Fifth Sunday of Lent
March 21, 2021
Today, in God’s Lavish Mercy, we pray with Psalm 51, a psalm to inspire our spring soul-cleaning.
A clean heart create for me, O God,Psalm 51:12
and a steadfast spirit renew within me.
Happy Spring to all of you in the northern hemisphere! Blessings of new life and hope!
And for my southern friends already in your Autumn Season, blessings of change and release!
Psalm 51 can speak to our hearts in whatever season we find ourselves.
After our long winters, external or internal, we may call upon God for a fresh budding of our hearts:
Give me back the joy of your salvation,Psalm 51: 14-15
and a willing spirit sustain in me.
When bright summer wanes and vibrant trees speak of leave-taking, we may pray to remain in warmth and light:
Cast me not out from your presence,Psalm 51: 13
and your Holy Spirit take not from me.
Across our hemispheres, we all share the longings of Lent to be cleared of all that blocks us from Grace in our lives – to have the hidden corners of our small selfishness swept, polished and ready for Loving Mercy:
Have mercy on me, O God, in your goodness;Psalm 51: 3-4
in the greatness of your compassion wipe out my offense.

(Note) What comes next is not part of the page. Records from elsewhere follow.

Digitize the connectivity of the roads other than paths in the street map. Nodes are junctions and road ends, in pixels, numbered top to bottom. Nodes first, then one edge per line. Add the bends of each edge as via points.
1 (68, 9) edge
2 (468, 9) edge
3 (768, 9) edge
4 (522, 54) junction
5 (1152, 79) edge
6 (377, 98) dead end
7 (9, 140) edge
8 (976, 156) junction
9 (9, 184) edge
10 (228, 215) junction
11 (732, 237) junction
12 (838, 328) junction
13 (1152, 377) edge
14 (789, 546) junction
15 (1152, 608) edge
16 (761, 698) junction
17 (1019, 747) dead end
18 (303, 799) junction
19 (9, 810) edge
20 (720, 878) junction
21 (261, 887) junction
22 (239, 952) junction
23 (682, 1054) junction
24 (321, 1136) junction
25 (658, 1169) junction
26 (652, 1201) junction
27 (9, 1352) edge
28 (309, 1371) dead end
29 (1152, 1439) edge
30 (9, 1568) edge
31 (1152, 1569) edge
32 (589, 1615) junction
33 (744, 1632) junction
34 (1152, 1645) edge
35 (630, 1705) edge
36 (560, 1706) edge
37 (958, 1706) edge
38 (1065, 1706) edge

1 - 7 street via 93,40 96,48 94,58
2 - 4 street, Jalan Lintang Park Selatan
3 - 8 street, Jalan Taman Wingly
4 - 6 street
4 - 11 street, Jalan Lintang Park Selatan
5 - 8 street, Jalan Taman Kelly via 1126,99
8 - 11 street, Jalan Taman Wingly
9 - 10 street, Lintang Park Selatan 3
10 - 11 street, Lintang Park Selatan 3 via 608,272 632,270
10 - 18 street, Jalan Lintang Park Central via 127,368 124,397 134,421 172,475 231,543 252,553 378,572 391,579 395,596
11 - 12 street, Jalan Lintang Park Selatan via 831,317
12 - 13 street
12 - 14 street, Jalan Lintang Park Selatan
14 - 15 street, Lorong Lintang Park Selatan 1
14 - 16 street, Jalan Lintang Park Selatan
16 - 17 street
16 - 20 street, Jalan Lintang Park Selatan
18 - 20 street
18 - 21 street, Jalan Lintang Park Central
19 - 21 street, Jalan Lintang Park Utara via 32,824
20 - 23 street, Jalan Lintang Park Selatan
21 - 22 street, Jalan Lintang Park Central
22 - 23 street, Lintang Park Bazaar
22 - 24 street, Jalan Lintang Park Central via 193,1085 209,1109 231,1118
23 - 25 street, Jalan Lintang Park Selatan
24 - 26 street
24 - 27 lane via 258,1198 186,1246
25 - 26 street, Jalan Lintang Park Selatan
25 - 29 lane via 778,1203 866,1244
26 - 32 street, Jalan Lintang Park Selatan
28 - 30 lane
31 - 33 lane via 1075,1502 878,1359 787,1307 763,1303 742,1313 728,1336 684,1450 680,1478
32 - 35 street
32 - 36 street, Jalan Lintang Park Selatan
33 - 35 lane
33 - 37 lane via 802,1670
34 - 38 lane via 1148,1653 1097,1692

Thoroughly wash me from my guilt
and of my sin cleanse me.
The Heart Cave I must remember To go down to the heart cave & sweep it clean; make it warm with a fire on the hearth, & candles in their niches, the pictures on the walls glowing with a quiet light. I must remember To go down to the heart cave & make the bed with the quilt from home, strew the rushes on the floor hang lavender and sage from the corners. I must go down To the heart cave & be there when you come. - by Geoffrey Brown
Today, as we might take a walk under the nearly budding trees, or over their first fallen leaves, let’s ask God to walk with us:
Lord, you open my lips;Psalm 51: 17-19
and my mouth to proclaim your praise.
For you do not desire sacrifice or I would give it;
a burnt offering you would not accept.
What you want of me, O God, is a contrite spirit;
a contrite, humbled heart, O God, you will not scorn.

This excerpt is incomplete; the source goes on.